ARTICLE

Jennifer Webster

06 June 2016

Reducing the number of accidents and near misses, or just moving off that performance plateau can be incredibly hard to achieve.

Given the effort and the resources it takes to put into place a robust health and safety management system, it can sometimes be difficult to admit that more needs to be done.

So what do you do? Do you ignore the fact that there is an issue, or do you make the situation appear less problematic than it actually is? Neither approach is recommended.

As a tactic, the latter option can have serious repercussions. We just need to think back to the Columbia space shuttle disaster for an example of how badly things can go when factual data, particularly new data, is ignored. According to the incident report, there were at least 79 missed opportunities to re-examine whether foam striking the shuttle’s fuselage during its launch could pose a problem on re-entry. Even when the evidence suggested it might, decisions were made on previously held assumptions. As human beings, we do not like to deal with the uncertainty or ambiguity that comes with the ‘what if’ or the ‘might happen’ moments. These situations make us feel as though we not in control and make our decision- making harder.

Why is sometimes easy to ignore the evidence?

So how do we explain why it is sometimes easier to create certainty out of ambiguity, or why we might ignore evidence that suggests an accident might happen? In order to do this, we have to look at heuristics. Heuristics are mental short-cuts or rules of thumb that reduce some of the cognitive effort we expend each day in processing information to make decisions.

In his book, ‘Thinking fast, and slow’, Daniel Kahneman (2011) describes the way we think and reason through the introduction of a dual processing system or System 1 and System 2. System 1 thinking is automatic, intuitive and effortless, a legacy of evolution. System 2 is controlled, conscious and requires effort to maintain.  

We constantly flit between the two because we need both Systems to function. We use System 2 processes when we have to make an important decision make, where a decision is relevant to us, or when the decision results in us becoming personally accountable. However, to maintain this level of conscious System 2 thinking requires effort to so we create mental short cuts or rules of thumb (heuristics). In other words, we subconsciously look for ways of simplifying how we process information but this can introduce bias into our thinking. It is just the way the human brain is designed and even the most seasoned professional is vulnerable to these processes.

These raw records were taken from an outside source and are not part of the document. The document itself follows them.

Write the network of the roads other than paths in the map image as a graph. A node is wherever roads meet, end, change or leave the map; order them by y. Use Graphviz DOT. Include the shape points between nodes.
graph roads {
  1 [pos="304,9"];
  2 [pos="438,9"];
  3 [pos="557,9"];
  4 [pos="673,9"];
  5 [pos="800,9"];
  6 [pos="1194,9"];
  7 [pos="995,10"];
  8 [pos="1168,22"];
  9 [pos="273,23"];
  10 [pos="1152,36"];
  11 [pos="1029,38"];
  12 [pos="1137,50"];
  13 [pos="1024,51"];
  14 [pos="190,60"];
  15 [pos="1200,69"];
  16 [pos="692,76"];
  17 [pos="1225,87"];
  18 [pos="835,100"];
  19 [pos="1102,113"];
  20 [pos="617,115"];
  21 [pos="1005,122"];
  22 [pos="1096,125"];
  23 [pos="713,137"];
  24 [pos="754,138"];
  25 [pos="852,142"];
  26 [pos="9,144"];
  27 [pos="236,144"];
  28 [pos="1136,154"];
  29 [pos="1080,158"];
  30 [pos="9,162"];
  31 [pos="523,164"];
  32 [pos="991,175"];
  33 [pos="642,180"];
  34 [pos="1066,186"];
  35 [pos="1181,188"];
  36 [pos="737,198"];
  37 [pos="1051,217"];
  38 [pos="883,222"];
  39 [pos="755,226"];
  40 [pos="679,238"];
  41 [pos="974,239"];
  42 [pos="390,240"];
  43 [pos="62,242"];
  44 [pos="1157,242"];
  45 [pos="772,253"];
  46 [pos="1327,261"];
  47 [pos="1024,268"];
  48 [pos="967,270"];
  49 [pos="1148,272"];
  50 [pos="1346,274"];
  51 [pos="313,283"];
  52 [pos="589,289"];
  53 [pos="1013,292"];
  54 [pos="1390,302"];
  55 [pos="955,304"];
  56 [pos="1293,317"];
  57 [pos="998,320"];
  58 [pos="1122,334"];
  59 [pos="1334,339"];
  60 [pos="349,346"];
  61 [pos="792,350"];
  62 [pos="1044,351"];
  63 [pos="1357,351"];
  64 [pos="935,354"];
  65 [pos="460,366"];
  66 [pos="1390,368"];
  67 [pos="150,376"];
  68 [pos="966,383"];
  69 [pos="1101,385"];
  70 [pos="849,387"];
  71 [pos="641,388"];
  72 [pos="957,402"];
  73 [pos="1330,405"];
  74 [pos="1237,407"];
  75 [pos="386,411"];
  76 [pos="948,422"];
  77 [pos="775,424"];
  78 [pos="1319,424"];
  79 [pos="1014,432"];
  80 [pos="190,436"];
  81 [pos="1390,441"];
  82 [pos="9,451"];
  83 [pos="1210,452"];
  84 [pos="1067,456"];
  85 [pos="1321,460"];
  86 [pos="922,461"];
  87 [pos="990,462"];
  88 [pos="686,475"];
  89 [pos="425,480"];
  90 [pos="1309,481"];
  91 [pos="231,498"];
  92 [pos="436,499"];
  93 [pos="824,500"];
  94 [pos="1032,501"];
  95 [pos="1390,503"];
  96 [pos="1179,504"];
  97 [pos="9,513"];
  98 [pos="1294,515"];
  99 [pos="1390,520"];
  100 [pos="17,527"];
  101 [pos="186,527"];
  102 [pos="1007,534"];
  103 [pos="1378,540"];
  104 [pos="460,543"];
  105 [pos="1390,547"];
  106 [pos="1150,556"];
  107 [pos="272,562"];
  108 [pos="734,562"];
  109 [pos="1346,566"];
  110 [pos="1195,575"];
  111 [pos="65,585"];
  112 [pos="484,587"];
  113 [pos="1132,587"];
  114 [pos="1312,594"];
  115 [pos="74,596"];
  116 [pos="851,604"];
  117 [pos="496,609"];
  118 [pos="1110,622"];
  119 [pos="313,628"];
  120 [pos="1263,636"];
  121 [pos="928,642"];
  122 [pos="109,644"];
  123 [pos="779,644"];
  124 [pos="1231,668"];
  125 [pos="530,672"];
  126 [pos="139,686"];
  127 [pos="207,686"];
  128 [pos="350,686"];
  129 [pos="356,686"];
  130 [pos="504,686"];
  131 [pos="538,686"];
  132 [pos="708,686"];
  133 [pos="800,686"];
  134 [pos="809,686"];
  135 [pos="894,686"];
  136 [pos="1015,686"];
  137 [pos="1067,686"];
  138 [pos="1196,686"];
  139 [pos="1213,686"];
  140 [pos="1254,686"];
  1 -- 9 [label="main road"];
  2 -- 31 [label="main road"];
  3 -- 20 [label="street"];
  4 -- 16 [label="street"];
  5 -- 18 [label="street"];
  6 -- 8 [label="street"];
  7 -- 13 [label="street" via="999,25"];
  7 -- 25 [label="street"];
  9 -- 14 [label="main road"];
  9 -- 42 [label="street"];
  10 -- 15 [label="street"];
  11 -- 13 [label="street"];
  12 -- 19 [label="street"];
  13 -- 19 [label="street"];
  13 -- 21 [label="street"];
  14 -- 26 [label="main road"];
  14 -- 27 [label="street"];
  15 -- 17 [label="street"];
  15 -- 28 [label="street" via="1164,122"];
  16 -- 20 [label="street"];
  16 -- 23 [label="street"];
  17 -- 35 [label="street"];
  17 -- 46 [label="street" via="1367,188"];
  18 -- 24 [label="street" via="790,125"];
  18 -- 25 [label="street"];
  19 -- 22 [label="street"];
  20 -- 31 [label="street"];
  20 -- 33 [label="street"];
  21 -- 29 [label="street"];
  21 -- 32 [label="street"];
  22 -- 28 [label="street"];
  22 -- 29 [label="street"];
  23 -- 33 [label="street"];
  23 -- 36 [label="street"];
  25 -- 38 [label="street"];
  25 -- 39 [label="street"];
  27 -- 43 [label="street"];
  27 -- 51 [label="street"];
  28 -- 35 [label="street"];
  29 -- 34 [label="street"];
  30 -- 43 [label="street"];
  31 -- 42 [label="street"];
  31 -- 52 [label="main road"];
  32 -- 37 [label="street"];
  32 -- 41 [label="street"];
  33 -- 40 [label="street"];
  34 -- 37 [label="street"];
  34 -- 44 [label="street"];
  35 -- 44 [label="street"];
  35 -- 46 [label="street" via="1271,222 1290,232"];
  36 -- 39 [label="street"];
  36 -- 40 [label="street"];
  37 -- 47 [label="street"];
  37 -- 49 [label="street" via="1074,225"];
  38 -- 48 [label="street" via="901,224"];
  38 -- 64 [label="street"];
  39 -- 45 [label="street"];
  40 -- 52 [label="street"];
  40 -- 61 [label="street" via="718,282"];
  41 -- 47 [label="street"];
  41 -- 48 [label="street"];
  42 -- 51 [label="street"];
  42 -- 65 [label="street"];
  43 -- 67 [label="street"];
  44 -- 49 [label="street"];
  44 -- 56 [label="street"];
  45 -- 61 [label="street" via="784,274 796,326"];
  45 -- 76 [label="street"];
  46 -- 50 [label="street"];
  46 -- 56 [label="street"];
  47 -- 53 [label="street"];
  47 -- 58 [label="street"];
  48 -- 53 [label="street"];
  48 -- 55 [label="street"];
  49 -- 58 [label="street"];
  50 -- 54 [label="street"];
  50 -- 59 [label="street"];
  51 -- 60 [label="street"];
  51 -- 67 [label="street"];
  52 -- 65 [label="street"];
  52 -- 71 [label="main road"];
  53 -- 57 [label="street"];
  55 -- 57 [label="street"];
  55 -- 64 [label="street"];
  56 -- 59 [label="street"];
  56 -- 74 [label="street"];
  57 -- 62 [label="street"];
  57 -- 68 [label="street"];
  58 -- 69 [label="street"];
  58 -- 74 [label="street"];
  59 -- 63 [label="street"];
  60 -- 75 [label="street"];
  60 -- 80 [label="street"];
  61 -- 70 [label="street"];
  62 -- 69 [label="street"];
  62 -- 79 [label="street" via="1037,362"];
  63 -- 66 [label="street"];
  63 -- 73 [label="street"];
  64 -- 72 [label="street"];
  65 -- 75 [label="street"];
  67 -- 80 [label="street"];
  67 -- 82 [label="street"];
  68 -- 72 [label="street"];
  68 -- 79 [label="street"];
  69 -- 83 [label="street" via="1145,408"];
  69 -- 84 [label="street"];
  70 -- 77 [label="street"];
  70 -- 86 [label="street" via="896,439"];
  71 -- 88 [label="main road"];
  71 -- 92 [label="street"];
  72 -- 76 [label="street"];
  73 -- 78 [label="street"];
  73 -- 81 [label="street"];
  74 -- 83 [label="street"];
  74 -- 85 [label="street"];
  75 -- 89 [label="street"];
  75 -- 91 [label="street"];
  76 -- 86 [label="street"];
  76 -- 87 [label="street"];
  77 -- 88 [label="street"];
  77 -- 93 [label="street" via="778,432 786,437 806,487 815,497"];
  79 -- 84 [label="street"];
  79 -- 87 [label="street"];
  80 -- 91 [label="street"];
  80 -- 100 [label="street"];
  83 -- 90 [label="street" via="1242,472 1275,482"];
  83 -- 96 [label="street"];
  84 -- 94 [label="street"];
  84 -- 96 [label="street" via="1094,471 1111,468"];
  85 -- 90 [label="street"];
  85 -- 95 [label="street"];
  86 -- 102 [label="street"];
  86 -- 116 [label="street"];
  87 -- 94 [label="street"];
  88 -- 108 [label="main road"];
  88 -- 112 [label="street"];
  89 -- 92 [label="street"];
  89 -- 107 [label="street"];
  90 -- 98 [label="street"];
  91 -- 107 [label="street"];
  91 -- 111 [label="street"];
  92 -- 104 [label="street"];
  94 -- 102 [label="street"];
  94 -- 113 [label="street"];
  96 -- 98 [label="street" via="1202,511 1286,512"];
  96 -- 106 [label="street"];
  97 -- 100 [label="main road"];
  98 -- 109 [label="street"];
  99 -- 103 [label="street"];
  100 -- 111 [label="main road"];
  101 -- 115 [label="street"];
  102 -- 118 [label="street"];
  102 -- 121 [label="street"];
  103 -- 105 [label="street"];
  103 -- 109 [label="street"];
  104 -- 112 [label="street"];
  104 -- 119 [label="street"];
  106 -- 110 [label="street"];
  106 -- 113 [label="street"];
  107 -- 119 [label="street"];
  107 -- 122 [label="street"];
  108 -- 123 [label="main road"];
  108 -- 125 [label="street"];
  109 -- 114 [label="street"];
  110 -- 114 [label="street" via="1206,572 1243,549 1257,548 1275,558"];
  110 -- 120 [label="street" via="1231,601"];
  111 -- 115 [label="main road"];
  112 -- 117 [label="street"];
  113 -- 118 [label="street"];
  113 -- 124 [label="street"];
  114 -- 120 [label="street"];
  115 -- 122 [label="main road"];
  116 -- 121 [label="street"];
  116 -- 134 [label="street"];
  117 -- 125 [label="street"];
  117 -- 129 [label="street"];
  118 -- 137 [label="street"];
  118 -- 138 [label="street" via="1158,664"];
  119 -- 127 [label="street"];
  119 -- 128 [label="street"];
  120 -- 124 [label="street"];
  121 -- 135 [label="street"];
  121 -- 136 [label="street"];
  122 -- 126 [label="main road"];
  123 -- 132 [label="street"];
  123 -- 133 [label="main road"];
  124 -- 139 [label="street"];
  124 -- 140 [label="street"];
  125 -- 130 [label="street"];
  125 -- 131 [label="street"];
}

The way we think influences health and safety practices

Heuristics and cognitive biases influence our decision making in numerous ways. For instance, the information we receive early on in our careers often has an undue influence on how we subsequently think about a situation. This is known as the ‘anchoring effect’. It is not usual for people to continue to do a job the way they have always done it, especially if they have done the job for a long time. This is why it is so important to set the tone about what good health and safety looks like in schools and colleges and look at refresher training for those with long tenure. Another type of bias, confirmation bias, leads people to rely on evidence that fits with pre-existing beliefs or thoughts so like the shuttle disaster, decisions are based on we know from the past without considering the unexpected.

Decision-making in the corporate world

The expectations of the corporate world for certainty, control and accountability also influences how decisions are made. To go to a senior manager with a ‘what if’ or a ‘might happen’ is the death knell for many a career. Instead, it is easier to blame individuals or teams who do the job on the ‘shop floor.’ The ‘fix’ is usually further training, more processes and procedures or some penalty. Consequently, nothing much changes, but what this scenario creates is a self-perpetuating cycle where the flow of information up the chain of command, the ‘what if’ or the ‘might happen’ begins to stall. Cover-ups become the norm. Worst still, the probability of a major incident occurring is played down and the focus on more short term solutions which only tackle the tip of the iceberg.

Widening out the conversation

This is a very brief overview of the complex world of decision-making, and there is a great deal more that is worth exploring in relation to occupational health and safety. Just raising awareness that we are all subject to heuristics and biases is a start. What we can also do is look at opportunities to increase participation in health and safety decision-making within organisations.

Jennifer Webster MSc, CPsychol, AFBPsS is occupational psychologist at the Health and Safety Laboratory, Buxton.